Robert reached the stern as one of the guys peeked onto the top deck from the stairway and raised his rifle, aiming it at the pilothouse. Robert let off a shot in the man’s direction. It flew high, but was enough to make the guy duck out of the way.
“Jacob!” The voice was almost directly below Robert. “There’s another boat back here!”
Robert heard someone running below him.
“Son of a bitch!” a second man — must’ve been Jacob — said. “Gotta be his asshole friend.”
“How the hell did he—”
“Shhh.”
Robert leaned down to the very edge of the deck, listening. Whispered voices, too low for him to pick up more than a word or two, were followed by the soft padding of feet and creak of the deck. Had they both walked off, or only one?
No way to know. The only thing he was sure of was that the fate of the one hundred and twenty-eight survivors on Isabella Island were in his hands, so he and Pax would either wind up in control of the boat, or he would die trying to make that happen.
Another set of feet slinking away. One of them had stayed behind, but he was gone now.
Robert quietly lowered himself over the side.
If not for the stars, it would have been impossible to see the coast. Even then, Pax needed to consult the compass to make sure he hadn’t overshot the turn and put them on a crash course for the beach. Once he was sure they were headed in the right direction, he straightened the wheel and used the bungee cord system the boat’s former captain had created to hold it in place.
The moment he stepped out onto the top deck, a rifle cracked and a bullet slammed through the pilothouse floor, a few inches from where he’d been standing.
“You must have missed,” one of the men whispered from the other side of the toilets.
Robert wasn’t sure what they were shooting at. He was only glad it wasn’t him.
Bang-bang! Two shots, one on top of the other.
“Dammit!”
Robert sneaked a look around the right side but could see no one. Taking slow steps to prevent the boards from revealing his presence, he slipped past the bathroom door and approached the front corner. As he neared, the back of a man came into view. Robert eased to a stop and put both hands on his gun. When the rifle fired again, he swung out from his hiding place, his gun in front of him. He could see both men now, the one farthest from him aiming a rifle at the roof.
“Drop ’em!” Robert yelled.
The nearest man whirled around and dropped his rifle to the ground the instant he saw Robert’s pistol. The other one — most likely Jacob — started to aim his rifle at Robert.
Robert pulled his trigger.
He’d been aiming for the man’s shoulder, but the bullet caught the guy under the jaw and exited by the ear. The man grabbed his face as he dropped to the ground, moaning.

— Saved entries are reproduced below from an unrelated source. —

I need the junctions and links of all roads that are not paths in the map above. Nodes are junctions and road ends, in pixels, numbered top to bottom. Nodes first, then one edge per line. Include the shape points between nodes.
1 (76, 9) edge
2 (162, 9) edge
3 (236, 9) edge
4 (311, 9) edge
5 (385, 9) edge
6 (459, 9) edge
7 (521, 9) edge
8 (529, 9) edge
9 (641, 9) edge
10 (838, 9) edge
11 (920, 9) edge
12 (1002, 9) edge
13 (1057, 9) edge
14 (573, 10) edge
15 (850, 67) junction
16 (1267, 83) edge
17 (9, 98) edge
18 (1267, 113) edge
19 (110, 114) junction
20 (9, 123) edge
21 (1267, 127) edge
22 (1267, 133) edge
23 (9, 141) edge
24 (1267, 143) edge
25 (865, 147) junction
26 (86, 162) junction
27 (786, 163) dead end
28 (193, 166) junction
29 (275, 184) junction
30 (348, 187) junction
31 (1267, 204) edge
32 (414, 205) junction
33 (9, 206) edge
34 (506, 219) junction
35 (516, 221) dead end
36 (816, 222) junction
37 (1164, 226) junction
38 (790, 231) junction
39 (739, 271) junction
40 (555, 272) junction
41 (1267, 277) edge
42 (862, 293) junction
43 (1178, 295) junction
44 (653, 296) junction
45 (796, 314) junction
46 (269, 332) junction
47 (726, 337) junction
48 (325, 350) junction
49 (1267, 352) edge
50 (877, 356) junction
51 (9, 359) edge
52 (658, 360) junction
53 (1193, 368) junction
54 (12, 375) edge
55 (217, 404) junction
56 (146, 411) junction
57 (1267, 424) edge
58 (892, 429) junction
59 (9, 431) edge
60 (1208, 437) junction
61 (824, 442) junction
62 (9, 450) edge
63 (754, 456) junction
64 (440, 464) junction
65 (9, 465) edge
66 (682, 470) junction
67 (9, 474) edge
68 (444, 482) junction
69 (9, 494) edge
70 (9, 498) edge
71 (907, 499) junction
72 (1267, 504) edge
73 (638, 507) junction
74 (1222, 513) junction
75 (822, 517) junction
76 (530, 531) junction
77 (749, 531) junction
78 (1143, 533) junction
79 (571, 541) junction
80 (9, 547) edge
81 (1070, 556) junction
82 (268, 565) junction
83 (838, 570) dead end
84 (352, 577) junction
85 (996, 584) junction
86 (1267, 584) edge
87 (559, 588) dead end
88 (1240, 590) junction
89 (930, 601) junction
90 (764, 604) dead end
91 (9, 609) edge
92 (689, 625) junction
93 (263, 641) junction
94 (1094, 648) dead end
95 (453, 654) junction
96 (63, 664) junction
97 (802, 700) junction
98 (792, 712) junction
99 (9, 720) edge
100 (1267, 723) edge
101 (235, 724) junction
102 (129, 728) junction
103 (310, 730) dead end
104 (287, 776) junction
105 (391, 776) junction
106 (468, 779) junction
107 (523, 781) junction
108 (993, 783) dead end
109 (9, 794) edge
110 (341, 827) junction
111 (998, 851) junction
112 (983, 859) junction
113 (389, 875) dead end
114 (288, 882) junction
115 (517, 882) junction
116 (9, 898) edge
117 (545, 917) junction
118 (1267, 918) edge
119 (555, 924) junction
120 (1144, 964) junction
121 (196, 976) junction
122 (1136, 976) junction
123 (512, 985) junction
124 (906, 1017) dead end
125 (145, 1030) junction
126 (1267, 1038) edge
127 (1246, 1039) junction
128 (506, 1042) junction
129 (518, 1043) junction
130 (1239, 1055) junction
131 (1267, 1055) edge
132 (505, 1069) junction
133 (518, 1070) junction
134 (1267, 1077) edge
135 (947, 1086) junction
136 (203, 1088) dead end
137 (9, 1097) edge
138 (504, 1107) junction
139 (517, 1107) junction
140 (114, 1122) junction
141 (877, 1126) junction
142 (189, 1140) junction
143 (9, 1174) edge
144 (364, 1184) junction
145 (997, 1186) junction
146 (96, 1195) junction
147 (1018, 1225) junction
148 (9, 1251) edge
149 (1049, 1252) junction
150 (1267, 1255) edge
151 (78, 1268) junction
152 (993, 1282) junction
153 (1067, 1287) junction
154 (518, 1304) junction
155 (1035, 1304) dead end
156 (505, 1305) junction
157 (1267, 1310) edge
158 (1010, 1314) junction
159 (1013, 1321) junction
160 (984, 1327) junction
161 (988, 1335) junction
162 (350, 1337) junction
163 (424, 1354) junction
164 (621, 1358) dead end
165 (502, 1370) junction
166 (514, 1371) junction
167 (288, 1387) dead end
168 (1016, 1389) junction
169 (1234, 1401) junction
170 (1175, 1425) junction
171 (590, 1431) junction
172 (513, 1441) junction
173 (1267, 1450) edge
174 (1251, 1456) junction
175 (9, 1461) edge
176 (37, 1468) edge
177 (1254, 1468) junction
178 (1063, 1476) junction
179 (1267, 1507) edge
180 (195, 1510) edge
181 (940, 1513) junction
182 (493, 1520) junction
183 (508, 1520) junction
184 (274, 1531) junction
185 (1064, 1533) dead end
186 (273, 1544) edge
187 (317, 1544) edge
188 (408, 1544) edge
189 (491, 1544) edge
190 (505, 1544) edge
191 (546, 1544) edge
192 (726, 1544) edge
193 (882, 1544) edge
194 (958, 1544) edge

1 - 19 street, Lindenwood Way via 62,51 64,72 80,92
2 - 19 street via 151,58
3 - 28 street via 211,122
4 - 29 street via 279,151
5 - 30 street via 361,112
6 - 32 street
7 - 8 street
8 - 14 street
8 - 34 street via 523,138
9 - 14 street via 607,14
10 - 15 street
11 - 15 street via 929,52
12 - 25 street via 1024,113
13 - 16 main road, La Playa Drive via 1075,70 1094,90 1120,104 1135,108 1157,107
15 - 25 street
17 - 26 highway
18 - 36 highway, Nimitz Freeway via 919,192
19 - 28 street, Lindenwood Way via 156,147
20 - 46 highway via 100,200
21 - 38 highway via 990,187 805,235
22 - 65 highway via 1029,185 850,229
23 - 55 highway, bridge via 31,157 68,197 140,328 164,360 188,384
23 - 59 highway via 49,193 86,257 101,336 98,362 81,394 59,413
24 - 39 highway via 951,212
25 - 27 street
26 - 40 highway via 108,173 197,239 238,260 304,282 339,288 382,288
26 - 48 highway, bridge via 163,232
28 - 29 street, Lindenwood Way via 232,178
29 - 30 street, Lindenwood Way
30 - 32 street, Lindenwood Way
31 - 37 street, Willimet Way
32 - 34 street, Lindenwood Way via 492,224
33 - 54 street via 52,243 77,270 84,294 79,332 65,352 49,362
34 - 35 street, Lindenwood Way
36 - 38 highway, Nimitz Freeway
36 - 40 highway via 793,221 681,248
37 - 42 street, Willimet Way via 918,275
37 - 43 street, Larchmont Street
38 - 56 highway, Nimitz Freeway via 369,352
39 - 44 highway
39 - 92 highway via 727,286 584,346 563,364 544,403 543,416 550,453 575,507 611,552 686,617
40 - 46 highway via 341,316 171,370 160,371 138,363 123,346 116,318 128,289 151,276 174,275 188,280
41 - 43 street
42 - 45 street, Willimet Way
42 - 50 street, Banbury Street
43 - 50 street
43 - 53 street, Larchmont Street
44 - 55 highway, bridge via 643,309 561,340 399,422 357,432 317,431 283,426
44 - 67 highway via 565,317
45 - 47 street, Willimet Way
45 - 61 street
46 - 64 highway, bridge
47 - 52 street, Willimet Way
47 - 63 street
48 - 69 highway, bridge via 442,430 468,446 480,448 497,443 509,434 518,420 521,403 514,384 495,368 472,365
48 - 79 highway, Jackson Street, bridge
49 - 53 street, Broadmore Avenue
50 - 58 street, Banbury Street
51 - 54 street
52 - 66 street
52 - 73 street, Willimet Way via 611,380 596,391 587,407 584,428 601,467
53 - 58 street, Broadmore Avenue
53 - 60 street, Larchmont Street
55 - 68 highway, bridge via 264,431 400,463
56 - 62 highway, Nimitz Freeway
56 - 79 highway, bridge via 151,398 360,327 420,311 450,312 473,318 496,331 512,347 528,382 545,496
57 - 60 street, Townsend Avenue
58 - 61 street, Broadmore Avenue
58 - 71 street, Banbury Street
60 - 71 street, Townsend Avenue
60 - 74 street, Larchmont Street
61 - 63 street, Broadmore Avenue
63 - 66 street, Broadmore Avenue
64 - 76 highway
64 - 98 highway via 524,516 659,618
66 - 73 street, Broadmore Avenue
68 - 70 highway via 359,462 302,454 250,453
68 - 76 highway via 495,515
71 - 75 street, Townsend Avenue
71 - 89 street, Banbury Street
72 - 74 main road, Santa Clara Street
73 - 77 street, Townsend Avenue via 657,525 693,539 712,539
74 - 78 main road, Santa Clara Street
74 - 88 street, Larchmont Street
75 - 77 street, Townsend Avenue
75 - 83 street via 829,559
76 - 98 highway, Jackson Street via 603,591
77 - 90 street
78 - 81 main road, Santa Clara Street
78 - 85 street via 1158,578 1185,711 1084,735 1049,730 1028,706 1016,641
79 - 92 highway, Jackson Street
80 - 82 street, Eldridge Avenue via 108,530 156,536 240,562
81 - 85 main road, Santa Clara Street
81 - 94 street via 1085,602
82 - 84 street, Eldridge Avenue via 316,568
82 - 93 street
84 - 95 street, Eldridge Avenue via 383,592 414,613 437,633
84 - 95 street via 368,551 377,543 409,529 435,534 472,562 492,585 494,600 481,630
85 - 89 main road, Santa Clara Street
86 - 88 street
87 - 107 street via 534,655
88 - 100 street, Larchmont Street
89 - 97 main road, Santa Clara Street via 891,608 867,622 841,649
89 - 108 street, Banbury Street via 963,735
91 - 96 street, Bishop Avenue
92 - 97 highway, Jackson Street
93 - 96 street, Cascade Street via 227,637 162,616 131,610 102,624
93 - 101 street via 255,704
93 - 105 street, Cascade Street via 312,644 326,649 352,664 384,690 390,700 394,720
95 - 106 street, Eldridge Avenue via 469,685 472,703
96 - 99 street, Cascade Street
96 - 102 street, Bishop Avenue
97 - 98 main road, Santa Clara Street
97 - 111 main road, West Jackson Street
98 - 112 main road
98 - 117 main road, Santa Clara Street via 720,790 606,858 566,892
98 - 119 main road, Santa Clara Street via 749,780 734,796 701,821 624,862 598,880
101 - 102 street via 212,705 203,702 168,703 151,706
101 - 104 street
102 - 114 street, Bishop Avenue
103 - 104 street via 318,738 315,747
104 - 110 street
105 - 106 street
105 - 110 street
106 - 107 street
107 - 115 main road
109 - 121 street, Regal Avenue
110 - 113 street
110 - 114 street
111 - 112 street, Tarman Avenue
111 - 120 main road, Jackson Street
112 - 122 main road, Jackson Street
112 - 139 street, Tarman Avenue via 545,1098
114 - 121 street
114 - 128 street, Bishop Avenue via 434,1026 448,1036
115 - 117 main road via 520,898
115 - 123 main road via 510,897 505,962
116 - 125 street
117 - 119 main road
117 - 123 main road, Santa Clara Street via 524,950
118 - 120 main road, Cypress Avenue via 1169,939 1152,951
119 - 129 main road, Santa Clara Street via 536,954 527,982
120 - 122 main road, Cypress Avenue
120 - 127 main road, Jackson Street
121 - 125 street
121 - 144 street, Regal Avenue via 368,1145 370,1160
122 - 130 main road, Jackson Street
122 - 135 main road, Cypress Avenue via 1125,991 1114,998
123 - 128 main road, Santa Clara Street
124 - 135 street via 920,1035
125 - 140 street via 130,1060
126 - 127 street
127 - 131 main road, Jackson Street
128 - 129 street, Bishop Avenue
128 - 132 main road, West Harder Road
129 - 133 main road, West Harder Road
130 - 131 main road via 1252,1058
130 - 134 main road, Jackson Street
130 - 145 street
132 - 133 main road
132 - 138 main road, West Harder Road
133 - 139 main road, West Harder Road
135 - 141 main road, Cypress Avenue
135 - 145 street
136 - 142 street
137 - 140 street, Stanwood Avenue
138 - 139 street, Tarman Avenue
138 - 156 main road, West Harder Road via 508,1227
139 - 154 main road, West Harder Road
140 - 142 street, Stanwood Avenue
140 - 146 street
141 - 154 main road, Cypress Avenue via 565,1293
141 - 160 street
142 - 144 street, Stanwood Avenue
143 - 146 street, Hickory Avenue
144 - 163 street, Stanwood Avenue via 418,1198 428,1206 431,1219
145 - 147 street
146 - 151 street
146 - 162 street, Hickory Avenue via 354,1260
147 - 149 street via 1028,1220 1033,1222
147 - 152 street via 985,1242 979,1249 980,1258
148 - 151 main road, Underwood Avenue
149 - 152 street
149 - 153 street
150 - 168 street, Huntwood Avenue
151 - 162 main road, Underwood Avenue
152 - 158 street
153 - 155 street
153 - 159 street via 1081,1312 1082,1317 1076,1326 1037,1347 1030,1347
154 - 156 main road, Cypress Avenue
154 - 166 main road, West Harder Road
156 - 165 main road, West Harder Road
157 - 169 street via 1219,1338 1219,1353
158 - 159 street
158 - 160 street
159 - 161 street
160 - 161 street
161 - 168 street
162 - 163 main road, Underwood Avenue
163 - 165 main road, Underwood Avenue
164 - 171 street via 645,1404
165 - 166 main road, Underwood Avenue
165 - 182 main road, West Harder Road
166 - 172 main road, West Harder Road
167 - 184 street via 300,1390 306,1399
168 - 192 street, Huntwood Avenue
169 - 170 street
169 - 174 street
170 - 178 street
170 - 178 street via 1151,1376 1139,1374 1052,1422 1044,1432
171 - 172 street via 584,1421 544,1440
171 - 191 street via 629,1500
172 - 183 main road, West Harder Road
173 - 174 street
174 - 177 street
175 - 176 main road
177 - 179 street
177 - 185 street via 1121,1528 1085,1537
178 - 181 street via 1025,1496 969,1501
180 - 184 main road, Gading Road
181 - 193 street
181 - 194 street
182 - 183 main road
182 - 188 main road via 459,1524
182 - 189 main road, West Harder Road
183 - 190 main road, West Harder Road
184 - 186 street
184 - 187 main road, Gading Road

“Oh, my God! Oh, my God!” the other guy said. “You shot him! Why did you shoot him?” He dropped down next to his buddy. “Jacob, hold on. Hold on. You’ll be okay.” He looked at Robert again. “You fucking shot him!”
Robert knew that, knew it to the very core of his soul, but he also knew he would have done it again. “So he wasn’t trying to kill my friend?”
The man turned away. “We’re just trying to get home, man. We’re just trying to get home.” He put his hands on Jacob’s wounds in an attempt to stop the bleeding, but blood continued to gush. “Oh, God.”
Robert took a couple steps closer. “Use your shirt.”
He wasn’t sure if it would help, but at least it would give the hysterical man something to do. The guy pulled his shirt off over his head and pressed it to Jacob’s face.
Robert was about to call up to see if Pax was all right when he heard a loud groan of wood behind him. He turned to see a girl, who couldn’t have been more than twenty-five, nearing the top of the steps, a rifle pressed against her shoulder.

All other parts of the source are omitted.